Sending and Receiving Messages

The create_queue method can be used to ensure a queue exists:

sbs.create_queue('taskqueue')

The send_queue_message method can then be called to insert the message into the queue:

from azure.servicebus import Message

msg = Message('Hello World!')
sbs.send_queue_message('taskqueue', msg)

It is then possible to call the receive_queue_message method to dequeue the message.

msg = sbs.receive_queue_message('taskqueue')

ServiceBus Topics

ServiceBus topics are an abstraction on top of ServiceBus Queues that make pub/sub scenarios easy to implement.

The create_topic method can be used to create a server-side topic:

sbs.create_topic('taskdiscussion')

The send_topic_message method can be used to send a message to a topic:

from azure.servicebus import Message

msg = Message(b'Hello World!')
sbs.send_topic_message('taskdiscussion', msg)

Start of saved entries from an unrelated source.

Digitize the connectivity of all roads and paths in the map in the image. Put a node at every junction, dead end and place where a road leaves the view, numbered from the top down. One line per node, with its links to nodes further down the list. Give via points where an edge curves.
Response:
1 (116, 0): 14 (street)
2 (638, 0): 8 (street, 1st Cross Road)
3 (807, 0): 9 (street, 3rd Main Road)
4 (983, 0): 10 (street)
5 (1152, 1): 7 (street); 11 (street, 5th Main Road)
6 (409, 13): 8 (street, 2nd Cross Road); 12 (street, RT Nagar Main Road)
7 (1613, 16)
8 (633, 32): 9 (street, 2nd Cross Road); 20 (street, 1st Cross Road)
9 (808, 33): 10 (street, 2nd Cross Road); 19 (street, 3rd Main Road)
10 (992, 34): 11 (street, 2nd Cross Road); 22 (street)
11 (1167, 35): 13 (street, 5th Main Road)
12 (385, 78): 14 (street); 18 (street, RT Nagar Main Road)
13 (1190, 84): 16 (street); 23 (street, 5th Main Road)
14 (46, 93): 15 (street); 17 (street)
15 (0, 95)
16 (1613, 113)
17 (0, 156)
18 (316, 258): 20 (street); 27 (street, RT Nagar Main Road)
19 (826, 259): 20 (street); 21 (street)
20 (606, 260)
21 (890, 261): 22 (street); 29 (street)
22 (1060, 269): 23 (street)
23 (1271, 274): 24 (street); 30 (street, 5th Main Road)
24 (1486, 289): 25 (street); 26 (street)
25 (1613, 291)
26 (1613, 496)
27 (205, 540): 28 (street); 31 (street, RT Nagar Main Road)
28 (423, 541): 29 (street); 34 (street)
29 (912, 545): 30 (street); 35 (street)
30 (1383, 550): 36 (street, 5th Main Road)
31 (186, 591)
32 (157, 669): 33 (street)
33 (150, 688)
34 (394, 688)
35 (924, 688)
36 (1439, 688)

Please consider that the message should be anything, not only readable data, then it has to be bytes in Python 3 and you should have to manage your encoding yourself in Python 2.

A client can then create a subscription and start consuming messages by calling the create_subscription method followed by the receive_subscription_message method. Please note that any messages sent before the subscription is created will not be received.

from azure.servicebus import Message

sbs.create_subscription('taskdiscussion', 'client1')
msg = Message('Hello World!')
sbs.send_topic_message('taskdiscussion', msg)
msg = sbs.receive_subscription_message('taskdiscussion', 'client1')

Event Hub

Event Hubs enable the collection of event streams at high throughput, from a diverse set of devices and services.

The create_event_hub method can be used to create an event hub:

sbs.create_event_hub('myhub')

To send an event:

sbs.send_event('myhub', '{ "DeviceId":"dev-01", "Temperature":"37.0" }')

The event content is the event message or JSON-encoded string that contains multiple messages.